WORK INSTRUCTION: Every entry below should be restated word for word, except for its images.

THE RECORDS:
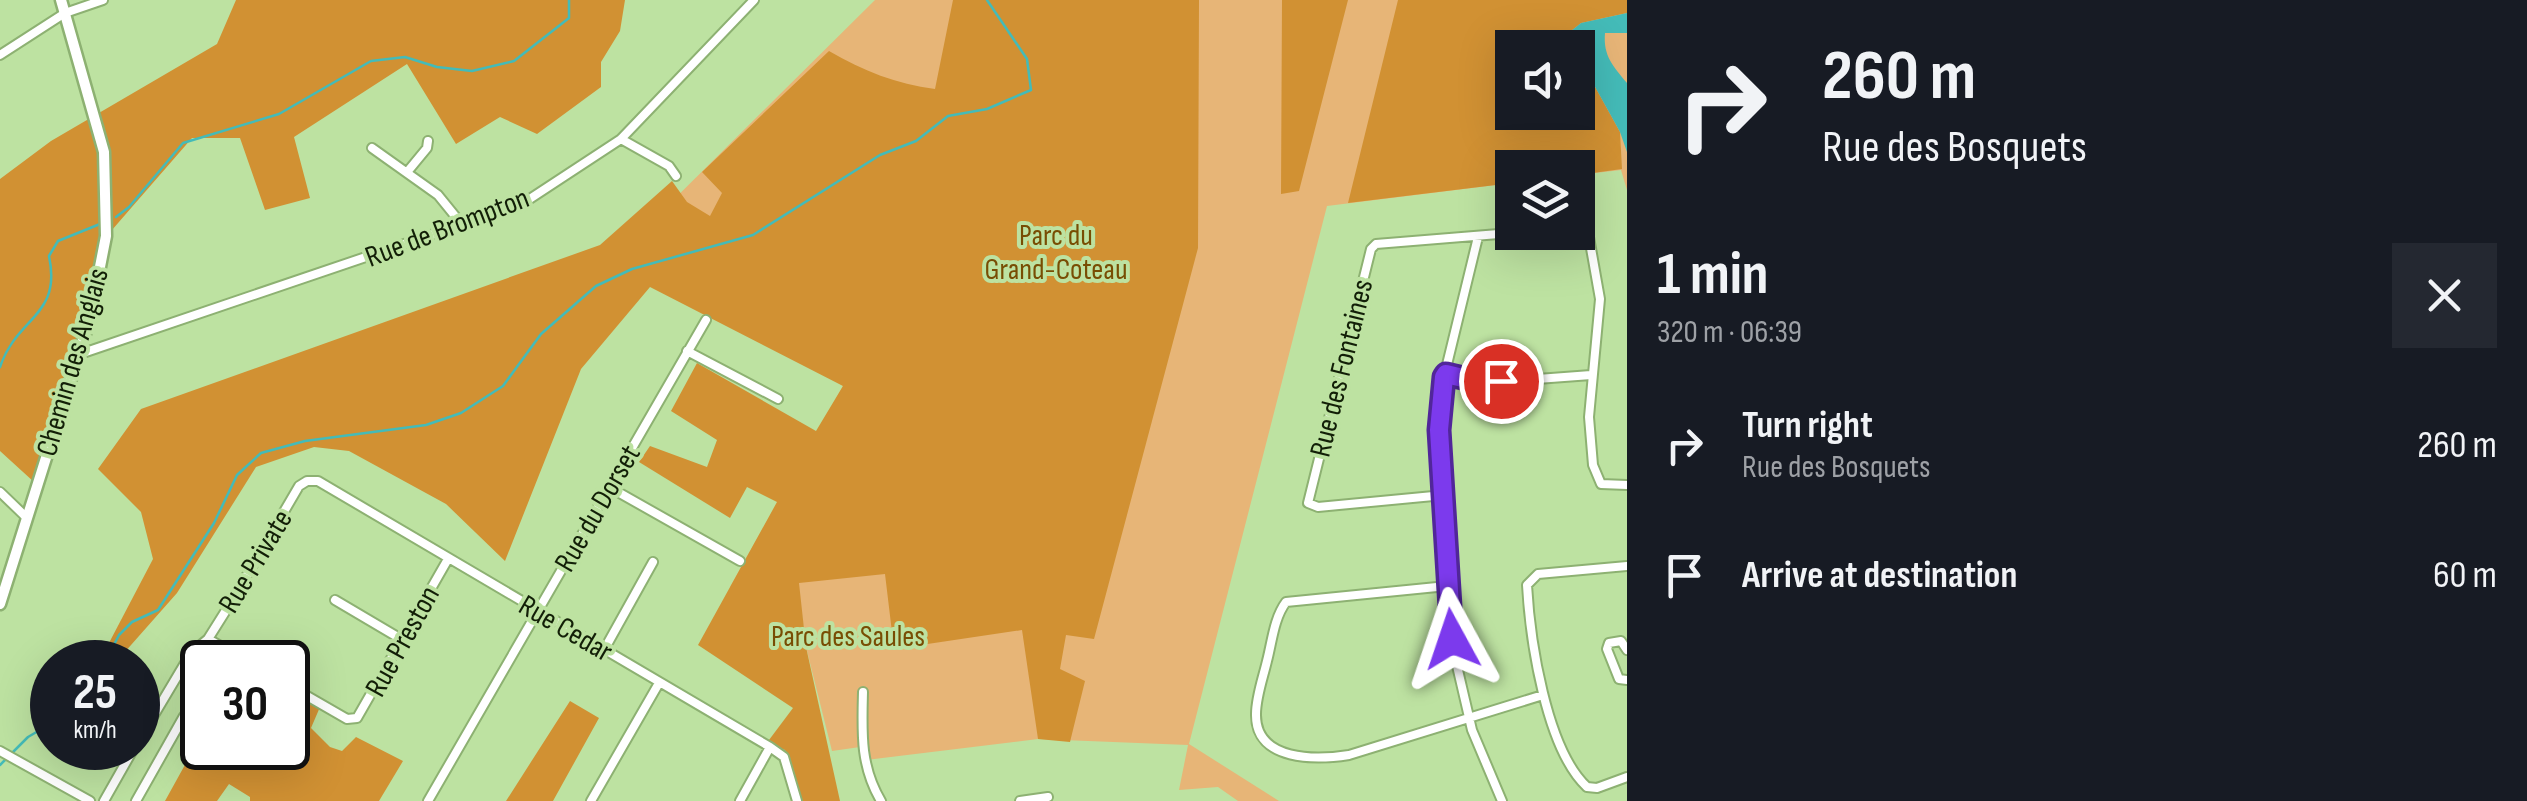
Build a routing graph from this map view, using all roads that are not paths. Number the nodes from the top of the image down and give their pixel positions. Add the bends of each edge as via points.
1 (61, 0) edge
2 (102, 0) edge
3 (754, 0) edge
4 (65, 14) junction
5 (0, 55) edge
6 (621, 139) junction
7 (428, 141) dead end
8 (372, 148) dead end
9 (408, 171) junction
10 (676, 176) dead end
11 (464, 226) junction
12 (1495, 235) edge
13 (1478, 237) junction
14 (1591, 250) edge
15 (706, 320) dead end
16 (687, 350) junction
17 (80, 354) junction
18 (1446, 374) junction
19 (1591, 375) junction
20 (778, 399) dead end
21 (308, 480) joint
22 (1627, 485) edge
23 (609, 487) junction
24 (0, 492) edge
25 (1444, 495) junction
26 (25, 516) junction
27 (448, 559) junction
28 (740, 560) dead end
29 (654, 562) dead end
30 (1627, 566) edge
31 (1447, 586) junction
32 (335, 600) dead end
33 (0, 604) edge
34 (538, 611) junction
35 (208, 639) joint
36 (402, 639) junction
37 (604, 650) junction
38 (1627, 650) edge
39 (1627, 680) edge
40 (659, 683) junction
41 (863, 692) dead end
42 (1543, 695) junction
43 (310, 697) edge
44 (160, 704) edge
45 (1468, 716) junction
46 (180, 723) edge
47 (770, 747) junction
48 (0, 751) edge
49 (122, 770) edge
50 (1627, 776) edge
51 (1048, 796) dead end
52 (90, 801) edge
53 (104, 801) edge
54 (136, 801) edge
55 (428, 801) edge
56 (591, 801) edge
57 (740, 801) edge
58 (798, 801) edge
59 (882, 801) edge
60 (1020, 801) edge
61 (1502, 801) edge

1 - 4 street, Chemin des Anglais
2 - 4 street
3 - 6 street, Rue de Brompton
4 - 5 street
4 - 17 street, Chemin des Anglais via 100,133 108,189 100,277
6 - 10 street
6 - 11 street, Rue de Brompton via 522,204
7 - 9 street
8 - 9 street
9 - 11 street
11 - 17 street, Rue de Brompton
12 - 13 street, Rue des Fontaines
13 - 18 street
13 - 25 street, Rue des Fontaines via 1371,249 1308,503 1318,508
14 - 19 street via 1600,335
15 - 16 street, Rue du Dorset
16 - 20 street
16 - 23 street, Rue du Dorset
17 - 26 street, Chemin des Anglais
18 - 19 street via 1484,383
18 - 25 street via 1439,412
19 - 22 street via 1596,479
21 - 27 street, Rue Cedar
21 - 35 street, Rue Private
23 - 28 street
23 - 34 street, Rue du Dorset
24 - 26 street
25 - 31 street
26 - 33 street, Chemin des Anglais
27 - 34 street, Rue Cedar
27 - 36 street, Rue Preston
29 - 37 street
30 - 42 street via 1531,578 1527,584
31 - 45 street
31 - 45 street via 1286,602 1257,722 1267,743 1284,753 1323,759
32 - 36 street
34 - 37 street, Rue Cedar
34 - 55 street, Rue du Dorset
35 - 44 street, Rue Private
36 - 43 street, Rue Preston via 353,720
37 - 40 street, Rue Cedar
38 - 39 street via 1621,640 1606,649 1613,672
40 - 47 street, Rue Cedar
40 - 56 street
41 - 59 street via 862,748
42 - 45 street
42 - 50 street via 1582,783 1597,788
45 - 61 street
46 - 54 street
47 - 57 street
47 - 58 street, Rue Cedar via 784,756
48 - 52 street
49 - 53 street, Rue Private
51 - 60 street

THE ANSWER:
Build a routing graph from this map view, using all roads that are not paths. Number the nodes from the top of the image down and give their pixel positions. Add the bends of each edge as via points.
1 (61, 0) edge
2 (102, 0) edge
3 (754, 0) edge
4 (65, 14) junction
5 (0, 55) edge
6 (621, 139) junction
7 (428, 141) dead end
8 (372, 148) dead end
9 (408, 171) junction
10 (676, 176) dead end
11 (464, 226) junction
12 (1495, 235) edge
13 (1478, 237) junction
14 (1591, 250) edge
15 (706, 320) dead end
16 (687, 350) junction
17 (80, 354) junction
18 (1446, 374) junction
19 (1591, 375) junction
20 (778, 399) dead end
21 (308, 480) joint
22 (1627, 485) edge
23 (609, 487) junction
24 (0, 492) edge
25 (1444, 495) junction
26 (25, 516) junction
27 (448, 559) junction
28 (740, 560) dead end
29 (654, 562) dead end
30 (1627, 566) edge
31 (1447, 586) junction
32 (335, 600) dead end
33 (0, 604) edge
34 (538, 611) junction
35 (208, 639) joint
36 (402, 639) junction
37 (604, 650) junction
38 (1627, 650) edge
39 (1627, 680) edge
40 (659, 683) junction
41 (863, 692) dead end
42 (1543, 695) junction
43 (310, 697) edge
44 (160, 704) edge
45 (1468, 716) junction
46 (180, 723) edge
47 (770, 747) junction
48 (0, 751) edge
49 (122, 770) edge
50 (1627, 776) edge
51 (1048, 796) dead end
52 (90, 801) edge
53 (104, 801) edge
54 (136, 801) edge
55 (428, 801) edge
56 (591, 801) edge
57 (740, 801) edge
58 (798, 801) edge
59 (882, 801) edge
60 (1020, 801) edge
61 (1502, 801) edge

1 - 4 street, Chemin des Anglais
2 - 4 street
3 - 6 street, Rue de Brompton
4 - 5 street
4 - 17 street, Chemin des Anglais via 100,133 108,189 100,277
6 - 10 street
6 - 11 street, Rue de Brompton via 522,204
7 - 9 street
8 - 9 street
9 - 11 street
11 - 17 street, Rue de Brompton
12 - 13 street, Rue des Fontaines
13 - 18 street
13 - 25 street, Rue des Fontaines via 1371,249 1308,503 1318,508
14 - 19 street via 1600,335
15 - 16 street, Rue du Dorset
16 - 20 street
16 - 23 street, Rue du Dorset
17 - 26 street, Chemin des Anglais
18 - 19 street via 1484,383
18 - 25 street via 1439,412
19 - 22 street via 1596,479
21 - 27 street, Rue Cedar
21 - 35 street, Rue Private
23 - 28 street
23 - 34 street, Rue du Dorset
24 - 26 street
25 - 31 street
26 - 33 street, Chemin des Anglais
27 - 34 street, Rue Cedar
27 - 36 street, Rue Preston
29 - 37 street
30 - 42 street via 1531,578 1527,584
31 - 45 street
31 - 45 street via 1286,602 1257,722 1267,743 1284,753 1323,759
32 - 36 street
34 - 37 street, Rue Cedar
34 - 55 street, Rue du Dorset
35 - 44 street, Rue Private
36 - 43 street, Rue Preston via 353,720
37 - 40 street, Rue Cedar
38 - 39 street via 1621,640 1606,649 1613,672
40 - 47 street, Rue Cedar
40 - 56 street
41 - 59 street via 862,748
42 - 45 street
42 - 50 street via 1582,783 1597,788
45 - 61 street
46 - 54 street
47 - 57 street
47 - 58 street, Rue Cedar via 784,756
48 - 52 street
49 - 53 street, Rue Private
51 - 60 street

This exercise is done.